Head up the hill near 14th Avenue in the Sunset and you will wind your way into Golden Gate Heights and its surrounding and steep bluffs.  An adorable neighborhood with pockets of native plants still present, some folks have taken it upon themselves to return more unused land  back to its natural habitat.  Before the Sunset and Richmond area of San Francisco were developed, they were miles of dunes and bluffs home to Coast Buckwheat, Seaside Daisies and other geographically specific plants, animals and insects.


One of the inhabitants of this unique ecosystem is the Green Hairstreak Butterfly.  A shimmering sage colored floater with white antennae and a flair for the camera, the Green Hairstreak Butterfly can only survive if she has her larval plant, the Coast Buckwheat to lay eggs on.  The delicate joining of plant and insect is precious, original and historical.  Through the work of Nature In the City, a local nonprofit, the corridor of native plants restored to the Golden Gates Heights area has proven its impact already.  Many of the initial plants for the project were donated by the native plant nursery at Kezar.  On our visit last Friday, we encountered three different green hairstreaks at the corner of 14th Avenue and Pacheco Street.


The extraordinary thing about ecological systems is how well they work.  There is a certain simplicity in the earth’s natural systems, pairing plants with water and wind cycles and watching how they support a specific set of living creatures.  There is also a satisfying sense of power, as a human, to restore an ecological system back to its more primal form.  The result seems to be a good partnership between people and the planet, full of impact and inclusive of nature.

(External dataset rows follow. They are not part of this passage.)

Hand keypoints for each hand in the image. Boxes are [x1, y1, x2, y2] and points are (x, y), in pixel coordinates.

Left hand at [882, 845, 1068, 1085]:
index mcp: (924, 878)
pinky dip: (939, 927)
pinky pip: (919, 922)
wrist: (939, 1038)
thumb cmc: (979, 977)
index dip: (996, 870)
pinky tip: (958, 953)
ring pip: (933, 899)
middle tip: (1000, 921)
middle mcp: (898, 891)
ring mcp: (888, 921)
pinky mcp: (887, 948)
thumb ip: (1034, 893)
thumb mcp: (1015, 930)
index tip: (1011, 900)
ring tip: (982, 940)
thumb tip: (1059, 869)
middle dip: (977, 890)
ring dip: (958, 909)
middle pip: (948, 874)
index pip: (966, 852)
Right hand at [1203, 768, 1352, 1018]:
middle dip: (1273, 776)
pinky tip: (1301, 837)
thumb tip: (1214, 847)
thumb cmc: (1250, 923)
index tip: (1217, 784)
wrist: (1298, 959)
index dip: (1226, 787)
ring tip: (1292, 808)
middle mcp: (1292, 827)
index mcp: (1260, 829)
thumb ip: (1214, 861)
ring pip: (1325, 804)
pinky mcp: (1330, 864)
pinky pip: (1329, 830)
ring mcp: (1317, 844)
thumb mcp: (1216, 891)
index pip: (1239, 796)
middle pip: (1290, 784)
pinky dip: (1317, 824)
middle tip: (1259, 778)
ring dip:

It was an absolute treat to explore and interact with the ever blossoming habitat restoration program for the Green Hairstreak Butterfly near Golden Gate Heights.  We commend Mike Belcher for his dutiful stewardship of this program’s plots and for spending the morning showing us around the hill.  Today’s video gives you a look into this project and captures our own sighting of the Green Hairstreak Butterfly that day.  Totally proud of his work, Mike was also missing the others who help bring this project to life and was sure to send along the following to highlight some of the major people involved in this unique and successful restoration project along with mention of another significant sighting at the 14th and Pacheco site the very next day.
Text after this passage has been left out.